ENTRIES SUPPLIED:
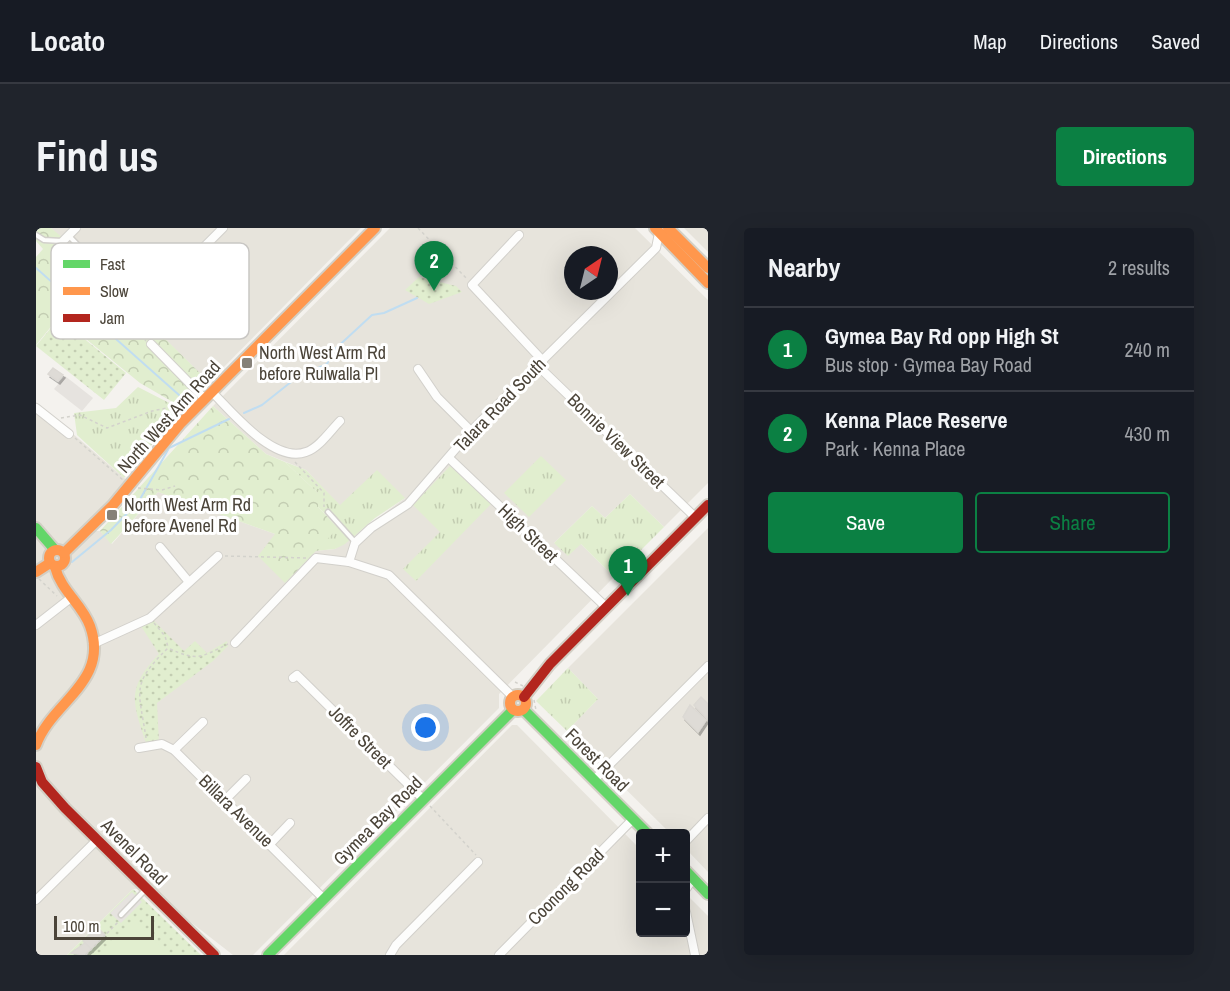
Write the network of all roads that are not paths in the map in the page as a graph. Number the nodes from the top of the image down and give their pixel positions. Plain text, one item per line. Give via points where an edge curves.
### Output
1 (76, 228) edge
2 (223, 228) edge
3 (375, 228) edge
4 (666, 230) edge
5 (36, 235) edge
6 (519, 235) dead end
7 (66, 238) junction
8 (71, 243) edge
9 (208, 243) edge
10 (656, 248) junction
11 (677, 250) junction
12 (708, 268) edge
13 (706, 281) edge
14 (151, 344) road end
15 (540, 363) junction
16 (418, 369) dead end
17 (209, 395) junction
18 (36, 408) edge
19 (340, 421) dead end
20 (471, 431) junction
21 (73, 437) road end
22 (449, 458) junction
23 (708, 505) edge
24 (328, 512) road end
25 (695, 517) junction
26 (36, 528) edge
27 (356, 543) junction
28 (160, 547) dead end
29 (59, 551) junction
30 (218, 556) road end
31 (349, 562) junction
32 (52, 565) junction
33 (36, 572) edge
34 (189, 582) junction
35 (66, 598) junction
36 (606, 607) junction
37 (36, 625) edge
38 (235, 643) road end
39 (93, 644) junction
40 (708, 666) edge
41 (295, 674) dead end
42 (524, 698) junction
43 (518, 710) junction
44 (203, 722) dead end
45 (36, 741) edge
46 (139, 748) dead end
47 (174, 750) junction
48 (36, 770) edge
49 (246, 779) dead end
50 (594, 780) junction
51 (423, 799) junction
52 (225, 800) junction
53 (708, 818) edge
54 (633, 819) junction
55 (290, 823) dead end
56 (643, 829) edge
57 (690, 837) edge
58 (98, 839) junction
59 (270, 844) junction
60 (478, 862) road end
61 (690, 876) edge
62 (147, 888) junction
63 (708, 894) edge
64 (324, 899) junction
65 (36, 900) edge
66 (121, 915) road end
67 (690, 931) edge
68 (214, 955) edge
69 (268, 955) edge
70 (390, 955) edge
71 (499, 955) edge
72 (695, 955) edge

1 - 7 street
2 - 9 street
3 - 17 street, North West Arm Road
4 - 10 street
4 - 11 street
4 - 12 street
4 - 13 street
5 - 7 lane via 44,240
6 - 15 street, Bonnie View Street via 472,285
7 - 8 lane
10 - 11 street
10 - 15 street, Talara Road South
11 - 13 street
14 - 17 street
15 - 20 street, Talara Road South
15 - 25 street, Bonnie View Street
16 - 20 street via 437,398
17 - 19 street via 271,446 289,454 307,452
17 - 29 street, North West Arm Road via 167,438 113,505
18 - 21 street
20 - 22 street, Talara Road South
22 - 27 street, Talara Road South via 408,504
22 - 36 street, High Street
23 - 25 street
24 - 27 lane
25 - 36 street
26 - 29 street
27 - 31 street, Talara Road South
28 - 34 street
29 - 32 street via 50,554
30 - 34 street
31 - 38 street via 316,558
31 - 42 street via 389,575
32 - 33 street
32 - 35 street
34 - 39 street via 150,618
35 - 37 street
35 - 39 street via 88,618
36 - 42 street via 550,664
39 - 45 street via 92,663 84,682
40 - 50 street
41 - 51 street, Joffre Street
42 - 43 street via 510,705
43 - 50 street, Forest Road
43 - 51 street, Gymea Bay Road
44 - 47 street
46 - 47 street via 162,744
47 - 52 street, Billara Avenue
48 - 58 street, Avenel Road via 66,808
49 - 52 street
50 - 54 street, Forest Road
51 - 64 street, Gymea Bay Road
52 - 59 street, Billara Avenue
53 - 57 street
54 - 56 street, Forest Road
54 - 71 street, Coonong Road
55 - 59 street
58 - 62 street, Avenel Road
58 - 65 street
59 - 64 street, Billara Avenue
60 - 70 street
61 - 63 street
62 - 66 lane
62 - 68 street, Avenel Road
64 - 69 street, Gymea Bay Road
67 - 72 street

TASK PROMPT:
Your reply should be a single number: the count of lines above that contain the word "Forest".

ANSWER SECTION:
3